Records provided START
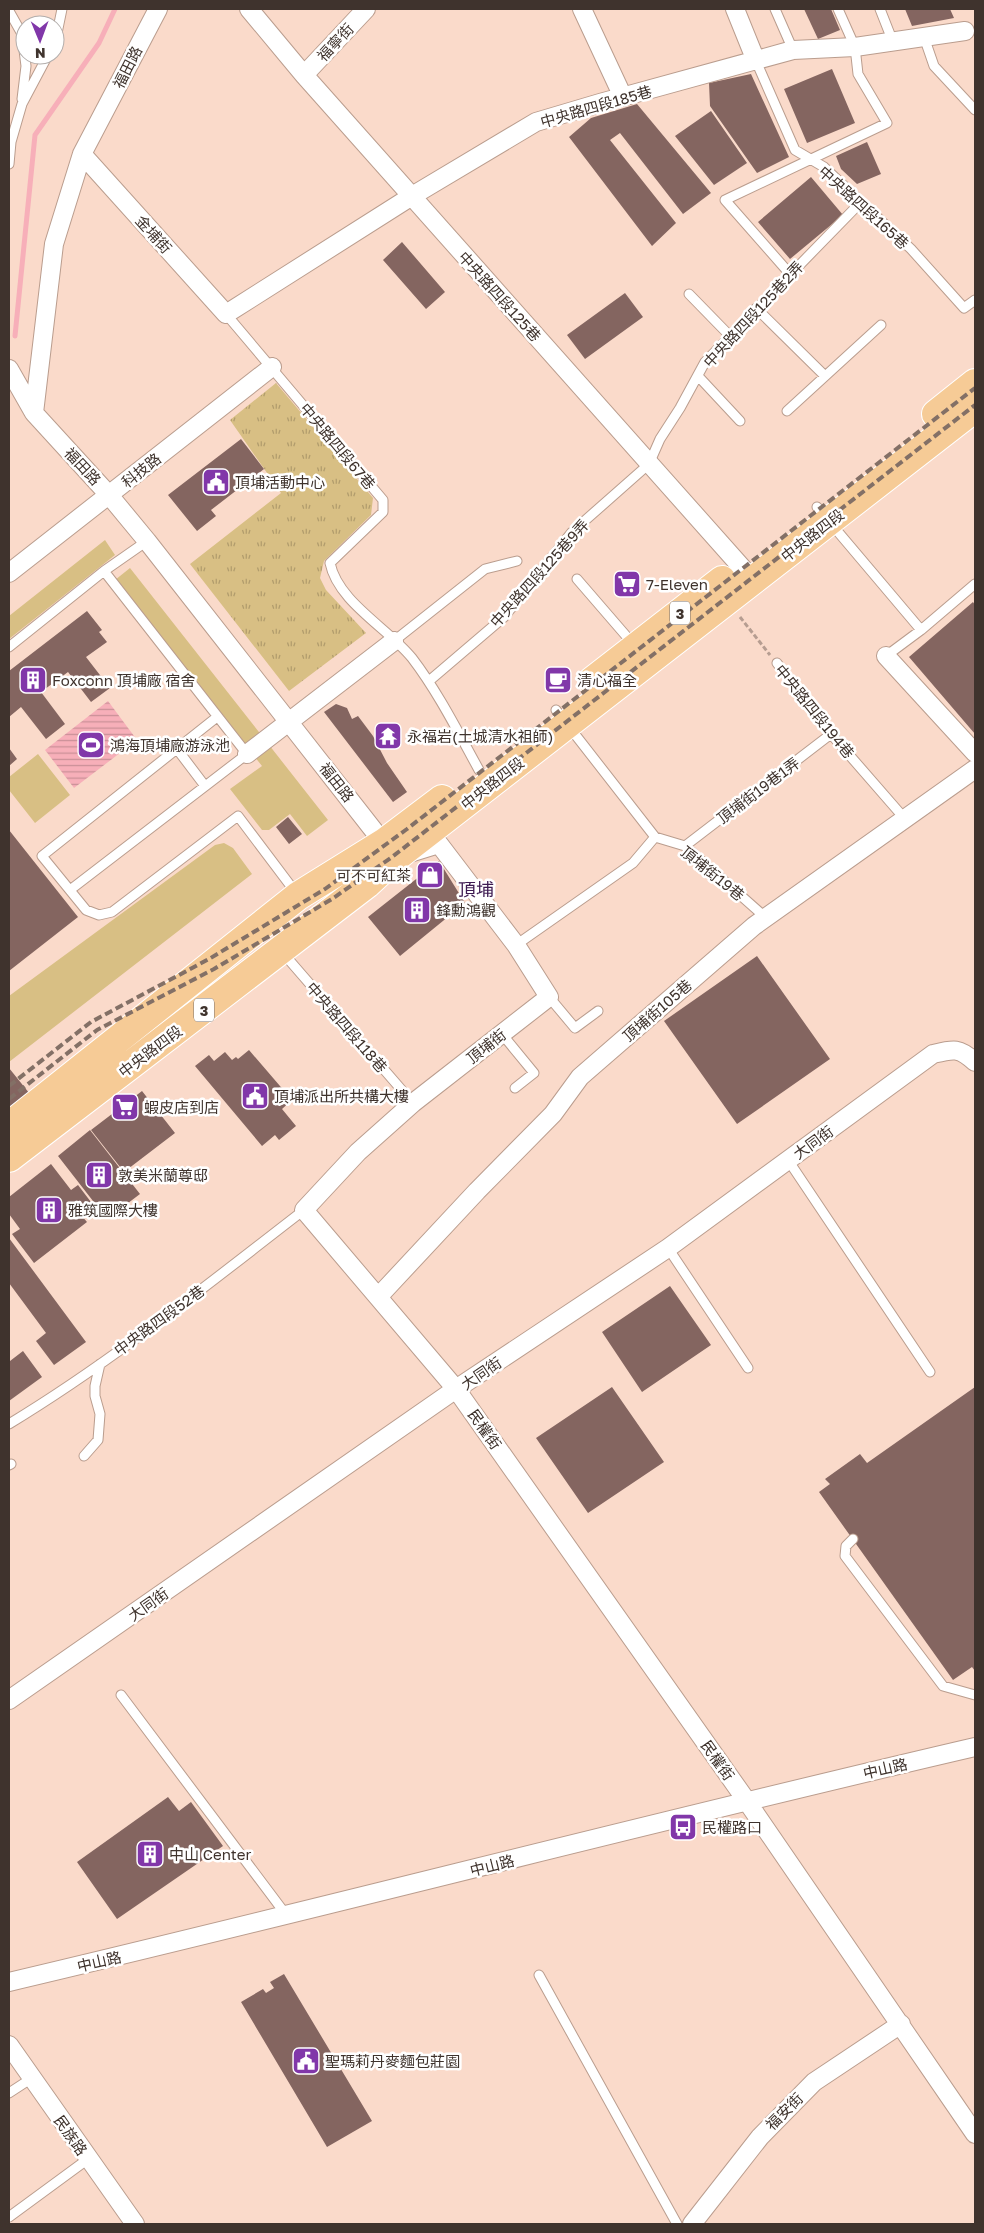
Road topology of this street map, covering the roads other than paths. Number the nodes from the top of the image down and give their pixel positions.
1 (158, 9) edge
2 (249, 9) edge
3 (366, 9) edge
4 (582, 9) edge
5 (734, 9) edge
6 (775, 9) edge
7 (838, 9) edge
8 (880, 9) edge
9 (9, 11) edge
10 (965, 31) dead end
11 (924, 37) junction
12 (893, 42) junction
13 (855, 47) junction
14 (793, 50) junction
15 (756, 61) junction
16 (43, 65) edge
17 (304, 75) junction
18 (623, 97) junction
19 (22, 104) junction
20 (975, 110) edge
21 (82, 154) junction
22 (808, 159) junction
23 (9, 164) edge
24 (412, 196) junction
25 (860, 203) junction
26 (790, 274) junction
27 (689, 294) dead end
28 (975, 300) edge
29 (756, 308) junction
30 (226, 314) junction
31 (881, 325) dead end
32 (730, 336) junction
33 (272, 367) junction
34 (9, 369) edge
35 (698, 376) junction
36 (825, 376) junction
37 (975, 383) edge
38 (975, 408) edge
39 (787, 411) dead end
40 (34, 413) junction
41 (740, 421) dead end
42 (649, 464) junction
43 (110, 495) junction
44 (823, 515) junction
45 (147, 540) junction
46 (517, 561) dead end
47 (104, 571) junction
48 (9, 573) edge
49 (746, 573) junction
50 (577, 579) dead end
51 (975, 584) edge
52 (921, 630) junction
53 (394, 640) junction
54 (9, 647) edge
55 (636, 647) junction
56 (886, 656) joint
57 (777, 664) road end
58 (429, 681) junction
59 (217, 717) junction
60 (562, 717) junction
61 (288, 720) junction
62 (832, 734) junction
63 (176, 749) junction
64 (975, 753) edge
65 (246, 754) junction
66 (975, 769) edge
67 (479, 770) junction
68 (205, 786) junction
69 (905, 819) junction
70 (655, 837) junction
71 (684, 846) junction
72 (390, 850) junction
73 (70, 890) junction
74 (298, 896) junction
75 (766, 918) junction
76 (516, 946) junction
77 (281, 951) junction
78 (549, 997) junction
79 (598, 1011) dead end
80 (502, 1034) junction
81 (975, 1062) edge
82 (515, 1088) dead end
83 (413, 1104) junction
84 (11, 1142) edge
85 (788, 1160) junction
86 (304, 1210) junction
87 (668, 1248) junction
88 (380, 1296) junction
89 (100, 1364) junction
90 (748, 1368) dead end
91 (930, 1372) dead end
92 (456, 1389) junction
93 (9, 1424) edge
94 (84, 1456) dead end
95 (853, 1539) dead end
96 (121, 1695) dead end
97 (975, 1695) edge
98 (9, 1700) edge
99 (975, 1747) edge
100 (746, 1800) junction
101 (287, 1916) junction
102 (539, 1974) dead end
103 (9, 1982) edge
104 (900, 2024) junction
105 (9, 2044) edge
106 (32, 2078) junction
107 (9, 2094) edge
108 (975, 2134) edge
109 (88, 2159) junction
110 (9, 2217) edge
111 (135, 2224) edge
112 (677, 2224) edge
113 (692, 2224) edge

1 - 21 street, 福田路
2 - 17 street, 中央路四段125巷
3 - 17 street, 福寧街
4 - 18 street
5 - 15 street
6 - 14 lane
7 - 13 lane
8 - 12 lane
9 - 19 lane
10 - 11 street, 中央路四段185巷
11 - 12 street, 中央路四段185巷
11 - 20 lane
12 - 13 street, 中央路四段185巷
13 - 14 street, 中央路四段185巷
13 - 22 lane, 中央路四段165巷
14 - 15 street, 中央路四段185巷
15 - 18 street, 中央路四段185巷
15 - 22 lane
16 - 19 lane
17 - 24 street, 中央路四段125巷
18 - 24 street, 中央路四段185巷
19 - 23 lane
21 - 30 street, 金埔街
21 - 40 street, 福田路
22 - 25 lane, 中央路四段165巷
22 - 26 lane
24 - 30 street, 中央路四段185巷
24 - 42 street, 中央路四段125巷
25 - 26 lane, 中央路四段125巷2弄
25 - 28 lane, 中央路四段165巷
26 - 29 lane, 中央路四段125巷2弄
27 - 32 lane
29 - 32 lane, 中央路四段125巷2弄
29 - 36 lane
30 - 33 lane, 中央路四段67巷
31 - 36 lane
32 - 35 lane, 中央路四段125巷2弄
33 - 43 street, 科技路
33 - 53 lane, 中央路四段67巷
34 - 40 street
35 - 41 lane
35 - 42 lane, 中央路四段125巷2弄
36 - 39 lane
37 - 44 main road, 中央路四段 / 3
38 - 44 main road, 中央路四段 / 3
40 - 43 street, 福田路
42 - 49 street, 中央路四段125巷
42 - 58 lane, 中央路四段125巷9弄
43 - 45 street, 福田路
43 - 48 street, 科技路
44 - 49 main road, 中央路四段 / 3
44 - 52 lane
45 - 47 lane
45 - 61 street, 福田路
46 - 53 lane
47 - 54 lane
47 - 59 lane
49 - 55 main road, 中央路四段 / 3
49 - 60 main road, 中央路四段 / 3
50 - 55 lane
51 - 52 lane
52 - 56 lane
53 - 58 lane, 中央路四段67巷
53 - 61 street
55 - 60 main road, 中央路四段 / 3
56 - 64 street
57 - 62 lane, 中央路四段194巷
58 - 67 lane, 中央路四段67巷
59 - 63 lane
59 - 65 lane
60 - 67 main road, 中央路四段 / 3
60 - 70 lane
60 - 72 main road, 中央路四段 / 3
61 - 65 street
61 - 72 street, 福田路
62 - 69 lane, 中央路四段194巷
62 - 71 lane, 頂埔街19巷1弄
63 - 68 lane
63 - 73 lane
65 - 68 lane
66 - 69 street, 頂埔街105巷
67 - 72 main road, 中央路四段 / 3
68 - 73 lane
69 - 75 street, 頂埔街105巷
70 - 71 lane, 頂埔街19巷
70 - 76 lane
71 - 75 lane, 頂埔街19巷
72 - 74 main road, 中央路四段 / 3
72 - 76 street
72 - 77 main road, 中央路四段 / 3
73 - 74 lane
74 - 84 main road, 中央路四段 / 3
75 - 88 street, 頂埔街105巷
76 - 78 street
77 - 83 lane, 中央路四段118巷
77 - 84 main road, 中央路四段 / 3
78 - 79 lane
78 - 80 street, 頂埔街
80 - 82 lane
80 - 83 street, 頂埔街
81 - 85 street, 大同街
83 - 86 street, 頂埔街
85 - 87 street, 大同街
85 - 91 lane
86 - 88 street
86 - 89 lane, 中央路四段52巷
87 - 90 lane
87 - 92 street, 大同街
88 - 92 street
89 - 93 lane, 中央路四段52巷
89 - 94 lane
92 - 98 street, 大同街
92 - 100 street, 民權街
95 - 97 lane
96 - 101 lane
99 - 100 street, 中山路
100 - 101 street, 中山路
100 - 104 street, 民權街
101 - 103 street, 中山路
102 - 112 lane
104 - 108 street, 民權街
104 - 113 street, 福安街
105 - 106 street, 民族路
106 - 107 lane
106 - 109 street, 民族路
109 - 110 lane
109 - 111 street, 民族路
Records provided END
* [To do]: The data above must be given again in full and unaltered, minus its images.

* [Response to the exercise]:
Road topology of this street map, covering the roads other than paths. Number the nodes from the top of the image down and give their pixel positions.
1 (158, 9) edge
2 (249, 9) edge
3 (366, 9) edge
4 (582, 9) edge
5 (734, 9) edge
6 (775, 9) edge
7 (838, 9) edge
8 (880, 9) edge
9 (9, 11) edge
10 (965, 31) dead end
11 (924, 37) junction
12 (893, 42) junction
13 (855, 47) junction
14 (793, 50) junction
15 (756, 61) junction
16 (43, 65) edge
17 (304, 75) junction
18 (623, 97) junction
19 (22, 104) junction
20 (975, 110) edge
21 (82, 154) junction
22 (808, 159) junction
23 (9, 164) edge
24 (412, 196) junction
25 (860, 203) junction
26 (790, 274) junction
27 (689, 294) dead end
28 (975, 300) edge
29 (756, 308) junction
30 (226, 314) junction
31 (881, 325) dead end
32 (730, 336) junction
33 (272, 367) junction
34 (9, 369) edge
35 (698, 376) junction
36 (825, 376) junction
37 (975, 383) edge
38 (975, 408) edge
39 (787, 411) dead end
40 (34, 413) junction
41 (740, 421) dead end
42 (649, 464) junction
43 (110, 495) junction
44 (823, 515) junction
45 (147, 540) junction
46 (517, 561) dead end
47 (104, 571) junction
48 (9, 573) edge
49 (746, 573) junction
50 (577, 579) dead end
51 (975, 584) edge
52 (921, 630) junction
53 (394, 640) junction
54 (9, 647) edge
55 (636, 647) junction
56 (886, 656) joint
57 (777, 664) road end
58 (429, 681) junction
59 (217, 717) junction
60 (562, 717) junction
61 (288, 720) junction
62 (832, 734) junction
63 (176, 749) junction
64 (975, 753) edge
65 (246, 754) junction
66 (975, 769) edge
67 (479, 770) junction
68 (205, 786) junction
69 (905, 819) junction
70 (655, 837) junction
71 (684, 846) junction
72 (390, 850) junction
73 (70, 890) junction
74 (298, 896) junction
75 (766, 918) junction
76 (516, 946) junction
77 (281, 951) junction
78 (549, 997) junction
79 (598, 1011) dead end
80 (502, 1034) junction
81 (975, 1062) edge
82 (515, 1088) dead end
83 (413, 1104) junction
84 (11, 1142) edge
85 (788, 1160) junction
86 (304, 1210) junction
87 (668, 1248) junction
88 (380, 1296) junction
89 (100, 1364) junction
90 (748, 1368) dead end
91 (930, 1372) dead end
92 (456, 1389) junction
93 (9, 1424) edge
94 (84, 1456) dead end
95 (853, 1539) dead end
96 (121, 1695) dead end
97 (975, 1695) edge
98 (9, 1700) edge
99 (975, 1747) edge
100 (746, 1800) junction
101 (287, 1916) junction
102 (539, 1974) dead end
103 (9, 1982) edge
104 (900, 2024) junction
105 (9, 2044) edge
106 (32, 2078) junction
107 (9, 2094) edge
108 (975, 2134) edge
109 (88, 2159) junction
110 (9, 2217) edge
111 (135, 2224) edge
112 (677, 2224) edge
113 (692, 2224) edge

1 - 21 street, 福田路
2 - 17 street, 中央路四段125巷
3 - 17 street, 福寧街
4 - 18 street
5 - 15 street
6 - 14 lane
7 - 13 lane
8 - 12 lane
9 - 19 lane
10 - 11 street, 中央路四段185巷
11 - 12 street, 中央路四段185巷
11 - 20 lane
12 - 13 street, 中央路四段185巷
13 - 14 street, 中央路四段185巷
13 - 22 lane, 中央路四段165巷
14 - 15 street, 中央路四段185巷
15 - 18 street, 中央路四段185巷
15 - 22 lane
16 - 19 lane
17 - 24 street, 中央路四段125巷
18 - 24 street, 中央路四段185巷
19 - 23 lane
21 - 30 street, 金埔街
21 - 40 street, 福田路
22 - 25 lane, 中央路四段165巷
22 - 26 lane
24 - 30 street, 中央路四段185巷
24 - 42 street, 中央路四段125巷
25 - 26 lane, 中央路四段125巷2弄
25 - 28 lane, 中央路四段165巷
26 - 29 lane, 中央路四段125巷2弄
27 - 32 lane
29 - 32 lane, 中央路四段125巷2弄
29 - 36 lane
30 - 33 lane, 中央路四段67巷
31 - 36 lane
32 - 35 lane, 中央路四段125巷2弄
33 - 43 street, 科技路
33 - 53 lane, 中央路四段67巷
34 - 40 street
35 - 41 lane
35 - 42 lane, 中央路四段125巷2弄
36 - 39 lane
37 - 44 main road, 中央路四段 / 3
38 - 44 main road, 中央路四段 / 3
40 - 43 street, 福田路
42 - 49 street, 中央路四段125巷
42 - 58 lane, 中央路四段125巷9弄
43 - 45 street, 福田路
43 - 48 street, 科技路
44 - 49 main road, 中央路四段 / 3
44 - 52 lane
45 - 47 lane
45 - 61 street, 福田路
46 - 53 lane
47 - 54 lane
47 - 59 lane
49 - 55 main road, 中央路四段 / 3
49 - 60 main road, 中央路四段 / 3
50 - 55 lane
51 - 52 lane
52 - 56 lane
53 - 58 lane, 中央路四段67巷
53 - 61 street
55 - 60 main road, 中央路四段 / 3
56 - 64 street
57 - 62 lane, 中央路四段194巷
58 - 67 lane, 中央路四段67巷
59 - 63 lane
59 - 65 lane
60 - 67 main road, 中央路四段 / 3
60 - 70 lane
60 - 72 main road, 中央路四段 / 3
61 - 65 street
61 - 72 street, 福田路
62 - 69 lane, 中央路四段194巷
62 - 71 lane, 頂埔街19巷1弄
63 - 68 lane
63 - 73 lane
65 - 68 lane
66 - 69 street, 頂埔街105巷
67 - 72 main road, 中央路四段 / 3
68 - 73 lane
69 - 75 street, 頂埔街105巷
70 - 71 lane, 頂埔街19巷
70 - 76 lane
71 - 75 lane, 頂埔街19巷
72 - 74 main road, 中央路四段 / 3
72 - 76 street
72 - 77 main road, 中央路四段 / 3
73 - 74 lane
74 - 84 main road, 中央路四段 / 3
75 - 88 street, 頂埔街105巷
76 - 78 street
77 - 83 lane, 中央路四段118巷
77 - 84 main road, 中央路四段 / 3
78 - 79 lane
78 - 80 street, 頂埔街
80 - 82 lane
80 - 83 street, 頂埔街
81 - 85 street, 大同街
83 - 86 street, 頂埔街
85 - 87 street, 大同街
85 - 91 lane
86 - 88 street
86 - 89 lane, 中央路四段52巷
87 - 90 lane
87 - 92 street, 大同街
88 - 92 street
89 - 93 lane, 中央路四段52巷
89 - 94 lane
92 - 98 street, 大同街
92 - 100 street, 民權街
95 - 97 lane
96 - 101 lane
99 - 100 street, 中山路
100 - 101 street, 中山路
100 - 104 street, 民權街
101 - 103 street, 中山路
102 - 112 lane
104 - 108 street, 民權街
104 - 113 street, 福安街
105 - 106 street, 民族路
106 - 107 lane
106 - 109 street, 民族路
109 - 110 lane
109 - 111 street, 民族路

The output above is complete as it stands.